Could you return the full listing below exactly as it appears?

Input: Begin

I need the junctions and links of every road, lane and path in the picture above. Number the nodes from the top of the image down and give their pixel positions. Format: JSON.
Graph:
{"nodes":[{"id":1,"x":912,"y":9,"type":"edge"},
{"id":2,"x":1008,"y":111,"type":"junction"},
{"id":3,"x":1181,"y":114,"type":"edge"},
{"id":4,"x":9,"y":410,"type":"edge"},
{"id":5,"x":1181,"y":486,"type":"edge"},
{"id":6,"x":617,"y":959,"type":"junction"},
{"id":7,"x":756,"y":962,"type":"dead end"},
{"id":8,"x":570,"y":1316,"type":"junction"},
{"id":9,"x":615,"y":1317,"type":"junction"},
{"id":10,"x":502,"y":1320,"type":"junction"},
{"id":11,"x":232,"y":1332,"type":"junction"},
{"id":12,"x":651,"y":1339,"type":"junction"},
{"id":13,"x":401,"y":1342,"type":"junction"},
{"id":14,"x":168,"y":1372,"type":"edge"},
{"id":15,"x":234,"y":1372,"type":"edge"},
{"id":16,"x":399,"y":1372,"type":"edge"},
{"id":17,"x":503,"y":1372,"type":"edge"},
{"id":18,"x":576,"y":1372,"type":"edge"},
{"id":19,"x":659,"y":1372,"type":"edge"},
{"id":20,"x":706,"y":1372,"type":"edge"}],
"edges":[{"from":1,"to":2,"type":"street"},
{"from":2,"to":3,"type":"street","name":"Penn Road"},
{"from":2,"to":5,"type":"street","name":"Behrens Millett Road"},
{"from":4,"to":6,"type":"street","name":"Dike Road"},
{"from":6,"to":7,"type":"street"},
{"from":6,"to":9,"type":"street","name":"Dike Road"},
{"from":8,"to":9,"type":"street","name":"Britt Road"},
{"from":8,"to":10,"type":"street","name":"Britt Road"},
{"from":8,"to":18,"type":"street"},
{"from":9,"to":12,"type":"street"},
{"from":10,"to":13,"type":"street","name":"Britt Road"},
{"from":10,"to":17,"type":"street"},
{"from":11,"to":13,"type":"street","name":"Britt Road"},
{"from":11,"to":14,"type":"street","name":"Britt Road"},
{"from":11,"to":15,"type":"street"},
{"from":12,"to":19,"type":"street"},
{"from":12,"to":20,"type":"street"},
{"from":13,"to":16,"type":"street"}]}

Input: End

**Output for this exercise**
I need the junctions and links of every road, lane and path in the picture above. Number the nodes from the top of the image down and give their pixel positions. Format: JSON.
Graph:
{"nodes":[{"id":1,"x":912,"y":9,"type":"edge"},
{"id":2,"x":1008,"y":111,"type":"junction"},
{"id":3,"x":1181,"y":114,"type":"edge"},
{"id":4,"x":9,"y":410,"type":"edge"},
{"id":5,"x":1181,"y":486,"type":"edge"},
{"id":6,"x":617,"y":959,"type":"junction"},
{"id":7,"x":756,"y":962,"type":"dead end"},
{"id":8,"x":570,"y":1316,"type":"junction"},
{"id":9,"x":615,"y":1317,"type":"junction"},
{"id":10,"x":502,"y":1320,"type":"junction"},
{"id":11,"x":232,"y":1332,"type":"junction"},
{"id":12,"x":651,"y":1339,"type":"junction"},
{"id":13,"x":401,"y":1342,"type":"junction"},
{"id":14,"x":168,"y":1372,"type":"edge"},
{"id":15,"x":234,"y":1372,"type":"edge"},
{"id":16,"x":399,"y":1372,"type":"edge"},
{"id":17,"x":503,"y":1372,"type":"edge"},
{"id":18,"x":576,"y":1372,"type":"edge"},
{"id":19,"x":659,"y":1372,"type":"edge"},
{"id":20,"x":706,"y":1372,"type":"edge"}],
"edges":[{"from":1,"to":2,"type":"street"},
{"from":2,"to":3,"type":"street","name":"Penn Road"},
{"from":2,"to":5,"type":"street","name":"Behrens Millett Road"},
{"from":4,"to":6,"type":"street","name":"Dike Road"},
{"from":6,"to":7,"type":"street"},
{"from":6,"to":9,"type":"street","name":"Dike Road"},
{"from":8,"to":9,"type":"street","name":"Britt Road"},
{"from":8,"to":10,"type":"street","name":"Britt Road"},
{"from":8,"to":18,"type":"street"},
{"from":9,"to":12,"type":"street"},
{"from":10,"to":13,"type":"street","name":"Britt Road"},
{"from":10,"to":17,"type":"street"},
{"from":11,"to":13,"type":"street","name":"Britt Road"},
{"from":11,"to":14,"type":"street","name":"Britt Road"},
{"from":11,"to":15,"type":"street"},
{"from":12,"to":19,"type":"street"},
{"from":12,"to":20,"type":"street"},
{"from":13,"to":16,"type":"street"}]}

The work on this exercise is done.